Exercise brief »
The lines you return must be all those in the data that hold the string "points".

Supplied entries »
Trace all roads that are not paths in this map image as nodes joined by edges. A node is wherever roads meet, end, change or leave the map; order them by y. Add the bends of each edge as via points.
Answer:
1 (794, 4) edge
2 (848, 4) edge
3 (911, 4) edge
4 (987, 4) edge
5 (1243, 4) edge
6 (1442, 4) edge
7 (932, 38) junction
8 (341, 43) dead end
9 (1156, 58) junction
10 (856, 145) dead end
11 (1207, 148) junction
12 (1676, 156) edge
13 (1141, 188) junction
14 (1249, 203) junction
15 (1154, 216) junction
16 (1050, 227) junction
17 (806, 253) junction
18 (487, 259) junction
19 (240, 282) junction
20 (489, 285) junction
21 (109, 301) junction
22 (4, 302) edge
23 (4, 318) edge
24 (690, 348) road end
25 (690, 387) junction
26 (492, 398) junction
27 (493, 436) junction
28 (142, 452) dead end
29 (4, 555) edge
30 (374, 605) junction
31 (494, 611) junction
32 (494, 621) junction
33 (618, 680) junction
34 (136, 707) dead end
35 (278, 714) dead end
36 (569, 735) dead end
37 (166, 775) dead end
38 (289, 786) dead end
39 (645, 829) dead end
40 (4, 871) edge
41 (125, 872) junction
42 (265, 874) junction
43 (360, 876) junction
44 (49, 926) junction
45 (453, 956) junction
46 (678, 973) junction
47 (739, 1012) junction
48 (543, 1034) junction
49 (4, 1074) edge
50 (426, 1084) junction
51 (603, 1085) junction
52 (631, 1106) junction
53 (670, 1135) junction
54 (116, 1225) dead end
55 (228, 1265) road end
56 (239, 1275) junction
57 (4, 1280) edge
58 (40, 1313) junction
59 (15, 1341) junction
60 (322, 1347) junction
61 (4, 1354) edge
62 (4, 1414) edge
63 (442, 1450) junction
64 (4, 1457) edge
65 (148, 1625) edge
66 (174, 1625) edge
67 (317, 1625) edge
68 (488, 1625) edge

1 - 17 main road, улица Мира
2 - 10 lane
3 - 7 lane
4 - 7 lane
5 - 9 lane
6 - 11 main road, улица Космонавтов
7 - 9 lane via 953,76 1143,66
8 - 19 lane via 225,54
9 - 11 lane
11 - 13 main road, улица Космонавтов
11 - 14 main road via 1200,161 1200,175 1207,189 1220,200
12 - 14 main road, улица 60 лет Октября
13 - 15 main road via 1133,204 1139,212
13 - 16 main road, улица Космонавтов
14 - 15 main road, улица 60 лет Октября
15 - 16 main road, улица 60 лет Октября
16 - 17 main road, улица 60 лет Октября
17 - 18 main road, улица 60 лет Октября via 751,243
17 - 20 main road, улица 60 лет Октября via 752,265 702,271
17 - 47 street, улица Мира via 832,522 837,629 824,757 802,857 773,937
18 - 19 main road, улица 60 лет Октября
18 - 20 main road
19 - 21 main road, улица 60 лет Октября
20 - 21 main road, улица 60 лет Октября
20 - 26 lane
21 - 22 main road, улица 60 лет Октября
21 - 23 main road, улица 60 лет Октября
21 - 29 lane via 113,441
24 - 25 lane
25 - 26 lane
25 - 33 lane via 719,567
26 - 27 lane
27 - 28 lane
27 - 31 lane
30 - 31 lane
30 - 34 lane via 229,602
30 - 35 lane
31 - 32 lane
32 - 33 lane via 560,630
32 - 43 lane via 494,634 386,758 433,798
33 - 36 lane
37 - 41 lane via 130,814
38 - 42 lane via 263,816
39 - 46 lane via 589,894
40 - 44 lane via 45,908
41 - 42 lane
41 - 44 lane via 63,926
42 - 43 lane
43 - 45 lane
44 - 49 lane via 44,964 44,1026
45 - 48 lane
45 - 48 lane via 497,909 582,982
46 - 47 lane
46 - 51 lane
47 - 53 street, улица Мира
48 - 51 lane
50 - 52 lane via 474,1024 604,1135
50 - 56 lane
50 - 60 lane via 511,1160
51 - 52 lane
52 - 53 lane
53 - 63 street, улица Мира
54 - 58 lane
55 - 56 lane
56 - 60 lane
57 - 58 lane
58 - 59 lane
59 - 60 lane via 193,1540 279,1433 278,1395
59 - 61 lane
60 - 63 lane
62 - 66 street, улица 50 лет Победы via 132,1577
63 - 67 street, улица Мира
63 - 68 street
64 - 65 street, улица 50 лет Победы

==

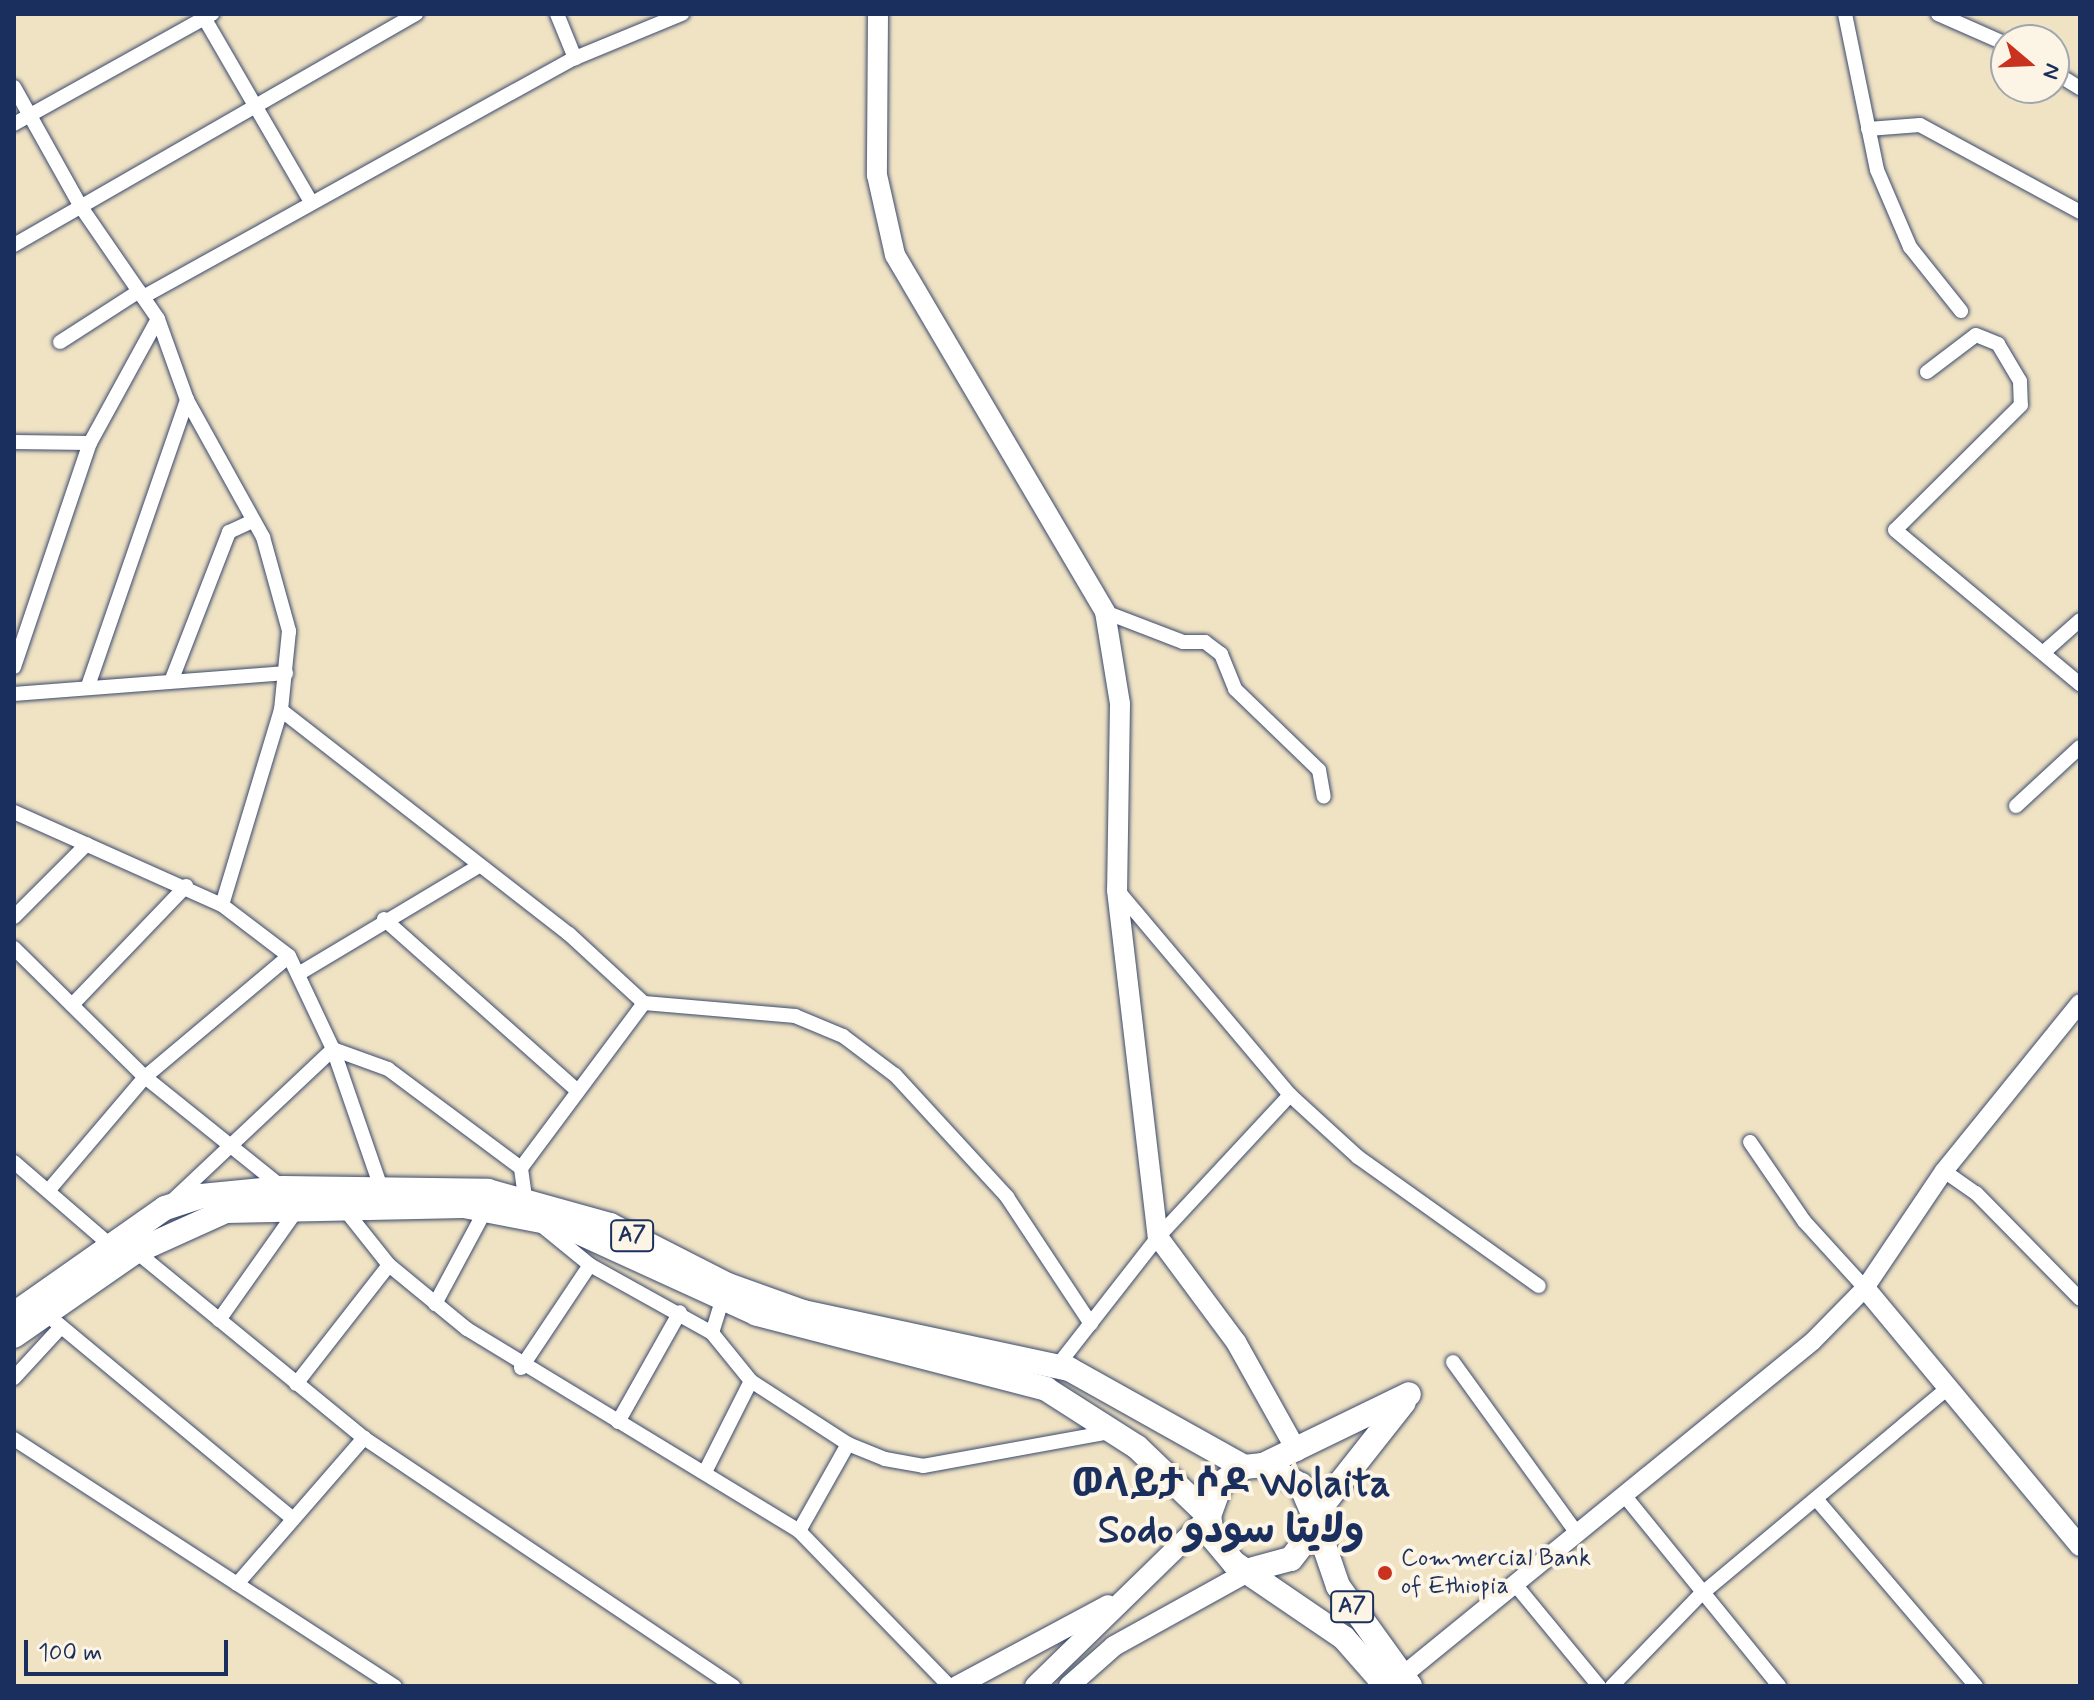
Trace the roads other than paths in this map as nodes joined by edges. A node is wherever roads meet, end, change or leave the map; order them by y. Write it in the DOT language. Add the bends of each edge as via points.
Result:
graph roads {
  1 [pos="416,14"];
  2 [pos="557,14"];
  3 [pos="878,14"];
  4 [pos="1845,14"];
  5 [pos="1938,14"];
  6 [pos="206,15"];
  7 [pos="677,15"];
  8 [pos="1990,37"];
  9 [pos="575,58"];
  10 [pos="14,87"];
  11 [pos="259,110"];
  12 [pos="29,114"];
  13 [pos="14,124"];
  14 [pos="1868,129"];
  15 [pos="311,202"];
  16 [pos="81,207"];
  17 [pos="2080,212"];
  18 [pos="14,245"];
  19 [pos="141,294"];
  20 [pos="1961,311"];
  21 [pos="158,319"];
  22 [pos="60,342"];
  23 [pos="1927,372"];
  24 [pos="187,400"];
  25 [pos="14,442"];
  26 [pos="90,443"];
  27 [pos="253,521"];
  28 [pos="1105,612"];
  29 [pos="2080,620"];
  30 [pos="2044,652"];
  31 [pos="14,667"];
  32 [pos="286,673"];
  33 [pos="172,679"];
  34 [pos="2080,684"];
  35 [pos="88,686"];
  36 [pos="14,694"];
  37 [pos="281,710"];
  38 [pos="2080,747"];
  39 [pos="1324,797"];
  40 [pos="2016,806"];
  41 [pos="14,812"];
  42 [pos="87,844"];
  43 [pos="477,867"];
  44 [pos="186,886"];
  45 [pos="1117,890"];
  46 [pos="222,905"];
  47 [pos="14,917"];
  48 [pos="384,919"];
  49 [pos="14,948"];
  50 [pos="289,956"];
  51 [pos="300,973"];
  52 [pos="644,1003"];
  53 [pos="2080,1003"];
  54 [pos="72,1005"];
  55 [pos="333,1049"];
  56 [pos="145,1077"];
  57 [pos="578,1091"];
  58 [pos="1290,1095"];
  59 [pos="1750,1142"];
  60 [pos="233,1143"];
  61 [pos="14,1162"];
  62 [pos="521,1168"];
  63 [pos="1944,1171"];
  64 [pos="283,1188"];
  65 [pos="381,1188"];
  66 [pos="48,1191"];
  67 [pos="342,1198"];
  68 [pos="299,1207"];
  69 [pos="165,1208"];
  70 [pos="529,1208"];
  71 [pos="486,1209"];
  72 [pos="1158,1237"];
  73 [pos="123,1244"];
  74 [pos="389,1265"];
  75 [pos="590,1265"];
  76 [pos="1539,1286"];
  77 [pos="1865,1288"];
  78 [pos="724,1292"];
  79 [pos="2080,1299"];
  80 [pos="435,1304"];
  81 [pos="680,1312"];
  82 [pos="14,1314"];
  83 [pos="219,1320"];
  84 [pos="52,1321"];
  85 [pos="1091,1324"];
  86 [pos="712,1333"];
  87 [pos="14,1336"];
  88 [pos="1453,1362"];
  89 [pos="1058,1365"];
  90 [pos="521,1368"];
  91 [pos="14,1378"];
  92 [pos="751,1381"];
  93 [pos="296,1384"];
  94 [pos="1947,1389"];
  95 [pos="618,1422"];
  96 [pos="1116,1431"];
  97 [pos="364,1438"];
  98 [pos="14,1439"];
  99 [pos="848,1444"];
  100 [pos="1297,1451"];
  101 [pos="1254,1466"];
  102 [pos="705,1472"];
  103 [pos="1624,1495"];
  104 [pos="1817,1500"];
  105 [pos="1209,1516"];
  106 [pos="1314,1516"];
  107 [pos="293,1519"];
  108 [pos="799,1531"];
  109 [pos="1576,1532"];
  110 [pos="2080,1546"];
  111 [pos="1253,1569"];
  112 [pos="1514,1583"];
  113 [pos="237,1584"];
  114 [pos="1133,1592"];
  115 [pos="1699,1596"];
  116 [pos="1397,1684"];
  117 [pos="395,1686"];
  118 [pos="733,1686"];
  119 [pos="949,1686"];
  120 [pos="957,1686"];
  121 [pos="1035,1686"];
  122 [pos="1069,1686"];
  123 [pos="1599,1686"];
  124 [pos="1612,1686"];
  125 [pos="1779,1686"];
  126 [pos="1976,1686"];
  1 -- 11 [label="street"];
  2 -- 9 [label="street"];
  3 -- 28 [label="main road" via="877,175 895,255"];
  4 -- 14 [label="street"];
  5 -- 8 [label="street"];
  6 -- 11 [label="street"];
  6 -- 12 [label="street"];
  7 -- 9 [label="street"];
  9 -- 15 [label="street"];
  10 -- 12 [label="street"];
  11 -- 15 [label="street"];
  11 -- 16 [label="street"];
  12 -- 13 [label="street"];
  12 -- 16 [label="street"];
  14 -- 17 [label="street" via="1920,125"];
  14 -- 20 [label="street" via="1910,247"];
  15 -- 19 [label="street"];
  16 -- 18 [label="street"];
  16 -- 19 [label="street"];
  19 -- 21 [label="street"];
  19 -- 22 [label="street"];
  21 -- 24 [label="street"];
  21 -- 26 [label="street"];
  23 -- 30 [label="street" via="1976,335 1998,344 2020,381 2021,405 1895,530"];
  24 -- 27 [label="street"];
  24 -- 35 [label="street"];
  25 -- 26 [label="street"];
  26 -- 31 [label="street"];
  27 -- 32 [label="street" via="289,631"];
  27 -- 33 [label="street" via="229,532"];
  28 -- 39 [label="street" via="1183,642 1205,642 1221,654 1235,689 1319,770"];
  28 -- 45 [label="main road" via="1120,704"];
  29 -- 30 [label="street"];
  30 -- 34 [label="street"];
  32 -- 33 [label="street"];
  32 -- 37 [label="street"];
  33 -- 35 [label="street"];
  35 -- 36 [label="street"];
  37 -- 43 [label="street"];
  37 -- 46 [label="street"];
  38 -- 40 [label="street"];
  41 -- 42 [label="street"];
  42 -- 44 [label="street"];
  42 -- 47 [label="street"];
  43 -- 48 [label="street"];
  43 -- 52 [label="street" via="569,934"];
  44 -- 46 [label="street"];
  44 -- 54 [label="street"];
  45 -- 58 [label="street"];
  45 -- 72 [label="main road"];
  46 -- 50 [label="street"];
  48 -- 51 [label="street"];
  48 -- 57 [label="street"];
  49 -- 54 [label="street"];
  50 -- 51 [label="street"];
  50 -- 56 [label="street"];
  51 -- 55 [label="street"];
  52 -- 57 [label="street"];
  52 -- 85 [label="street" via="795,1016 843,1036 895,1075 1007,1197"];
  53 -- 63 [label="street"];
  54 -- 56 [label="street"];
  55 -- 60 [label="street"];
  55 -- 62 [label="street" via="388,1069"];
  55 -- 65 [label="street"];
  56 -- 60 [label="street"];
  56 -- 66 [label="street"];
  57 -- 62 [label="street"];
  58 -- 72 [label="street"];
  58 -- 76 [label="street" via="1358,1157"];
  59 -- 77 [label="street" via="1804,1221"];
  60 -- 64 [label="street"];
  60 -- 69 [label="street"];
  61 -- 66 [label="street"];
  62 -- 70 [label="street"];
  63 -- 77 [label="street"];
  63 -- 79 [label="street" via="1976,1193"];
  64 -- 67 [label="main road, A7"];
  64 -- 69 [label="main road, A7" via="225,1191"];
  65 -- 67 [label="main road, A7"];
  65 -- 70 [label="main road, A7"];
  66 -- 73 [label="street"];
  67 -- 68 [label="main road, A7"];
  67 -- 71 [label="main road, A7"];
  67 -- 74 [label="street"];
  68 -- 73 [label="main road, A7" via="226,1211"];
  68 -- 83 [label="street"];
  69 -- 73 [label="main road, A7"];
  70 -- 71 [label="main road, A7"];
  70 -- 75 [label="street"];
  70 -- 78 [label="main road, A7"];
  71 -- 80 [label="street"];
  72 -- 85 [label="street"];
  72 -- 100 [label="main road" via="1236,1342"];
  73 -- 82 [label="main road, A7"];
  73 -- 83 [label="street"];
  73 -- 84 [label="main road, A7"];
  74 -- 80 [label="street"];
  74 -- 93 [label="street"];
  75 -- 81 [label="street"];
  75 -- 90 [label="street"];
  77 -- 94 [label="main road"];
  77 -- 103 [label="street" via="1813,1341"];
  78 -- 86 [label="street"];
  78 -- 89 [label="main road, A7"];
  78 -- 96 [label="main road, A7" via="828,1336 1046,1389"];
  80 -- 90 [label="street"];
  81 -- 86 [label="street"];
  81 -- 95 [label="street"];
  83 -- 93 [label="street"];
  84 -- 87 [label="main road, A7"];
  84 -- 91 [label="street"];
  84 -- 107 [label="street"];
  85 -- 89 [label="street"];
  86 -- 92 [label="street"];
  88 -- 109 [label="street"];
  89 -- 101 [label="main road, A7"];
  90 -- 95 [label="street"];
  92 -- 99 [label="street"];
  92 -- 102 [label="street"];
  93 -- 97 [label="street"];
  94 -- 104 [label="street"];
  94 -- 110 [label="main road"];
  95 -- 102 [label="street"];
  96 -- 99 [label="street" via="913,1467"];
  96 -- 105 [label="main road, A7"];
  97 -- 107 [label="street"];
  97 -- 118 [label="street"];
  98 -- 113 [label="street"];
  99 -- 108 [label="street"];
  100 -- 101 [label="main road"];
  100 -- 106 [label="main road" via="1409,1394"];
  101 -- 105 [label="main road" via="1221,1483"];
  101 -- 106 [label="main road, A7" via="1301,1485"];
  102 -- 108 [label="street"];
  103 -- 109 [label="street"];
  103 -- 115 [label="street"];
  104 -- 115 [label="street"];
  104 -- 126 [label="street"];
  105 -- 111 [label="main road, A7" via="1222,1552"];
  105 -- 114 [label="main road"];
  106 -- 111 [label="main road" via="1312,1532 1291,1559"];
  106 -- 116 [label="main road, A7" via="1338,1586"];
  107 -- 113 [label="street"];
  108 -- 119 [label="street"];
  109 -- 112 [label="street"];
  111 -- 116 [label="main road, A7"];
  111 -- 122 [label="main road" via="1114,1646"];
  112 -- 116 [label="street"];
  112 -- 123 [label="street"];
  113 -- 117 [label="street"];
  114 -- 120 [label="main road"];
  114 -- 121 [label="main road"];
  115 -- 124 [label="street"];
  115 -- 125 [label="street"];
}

Solution to the exercise »
Trace all roads that are not paths in this map image as nodes joined by edges. A node is wherever roads meet, end, change or leave the map; order them by y. Add the bends of each edge as via points.
Trace the roads other than paths in this map as nodes joined by edges. A node is wherever roads meet, end, change or leave the map; order them by y. Write it in the DOT language. Add the bends of each edge as via points.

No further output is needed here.